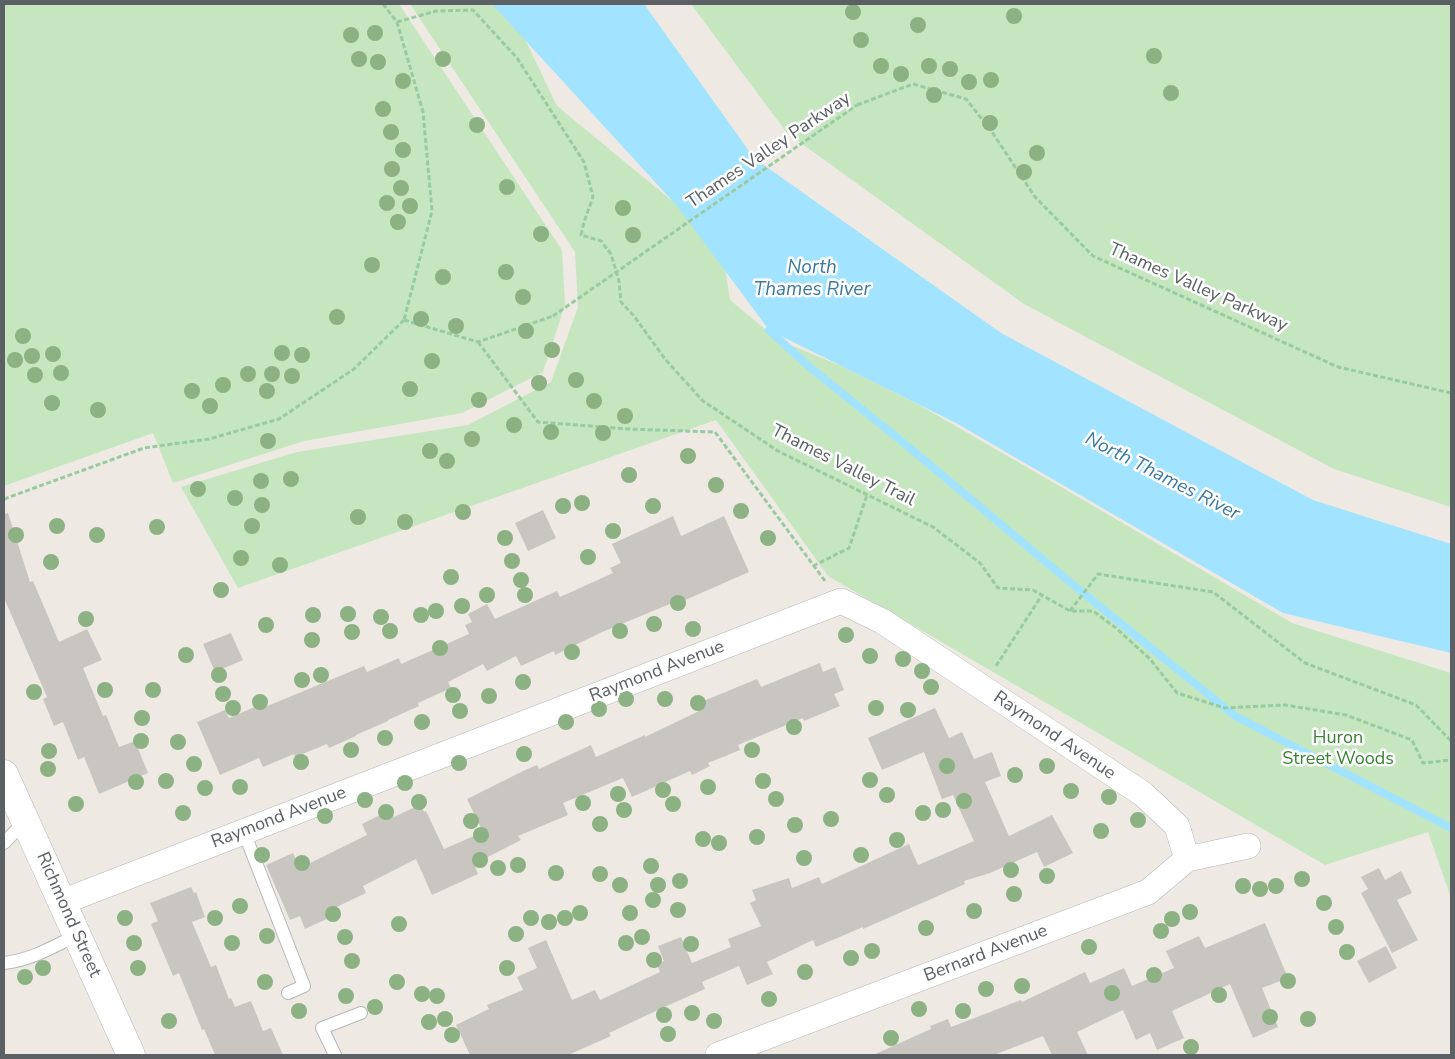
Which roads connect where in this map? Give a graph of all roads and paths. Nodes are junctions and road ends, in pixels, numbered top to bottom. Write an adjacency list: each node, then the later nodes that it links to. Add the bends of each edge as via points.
1 (383, 4): 2 (path)
2 (397, 22): 3 (path, via 423,112 432,211); 6 (path, Thames Valley Trail, via 436,11 473,10 516,58 584,162 593,197 581,235 601,241 610,254 619,281 621,302 665,359 702,401 778,452)
3 (404, 320): 4 (path); 7 (path, via 354,369 279,419 208,439 144,448)
4 (478, 342): 5 (path, Thames Valley Parkway, bridge, via 553,316 857,105 912,84 966,99 990,128 1035,198 1093,256 1338,367); 8 (path, via 538,422 715,432)
5 (1451, 393)
6 (867, 495): 8 (path, via 849,548); 9 (path, Thames Valley Trail, via 933,527 980,563 998,588 1033,590)
7 (4, 499)
8 (813, 566): 10 (path)
9 (1042, 596): 11 (path, Thames Valley Trail); 12 (path)
10 (841, 601): 12 (street, Raymond Avenue, via 882,621); 17 (street, Raymond Avenue)
11 (1070, 611): 13 (path, via 1098,574 1213,592 1305,663 1416,705); 14 (path, Thames Valley Trail, via 1092,611 1116,628 1150,659 1177,693 1225,708 1285,705 1346,715 1412,740 1422,763)
12 (982, 688): 20 (street, Raymond Avenue, via 1143,794 1177,826)
13 (1451, 741)
14 (1451, 760)
15 (4, 774): 16 (main road, Richmond Street)
16 (25, 821): 18 (lane); 21 (main road, Richmond Street)
17 (244, 832): 21 (street, Raymond Avenue); 24 (lane, via 304,986)
18 (4, 842)
19 (1248, 846): 20 (street, Bernard Avenue)
20 (1187, 860): 28 (street, Bernard Avenue, via 1148,892)
21 (62, 902): 22 (main road, Richmond Street)
22 (77, 934): 23 (lane, via 19,961); 26 (main road, Richmond Street)
23 (4, 963)
24 (288, 993)
25 (361, 1013): 27 (lane, via 322,1028)
26 (131, 1055)
27 (335, 1055)
28 (718, 1055)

• **ABOUT THIS TASK**:
Please go through the data above and copy each line containing the word "lane".

• **EXERCISE OUTPUT**:
16 (25, 821): 18 (lane); 21 (main road, Richmond Street)
17 (244, 832): 21 (street, Raymond Avenue); 24 (lane, via 304,986)
22 (77, 934): 23 (lane, via 19,961); 26 (main road, Richmond Street)
25 (361, 1013): 27 (lane, via 322,1028)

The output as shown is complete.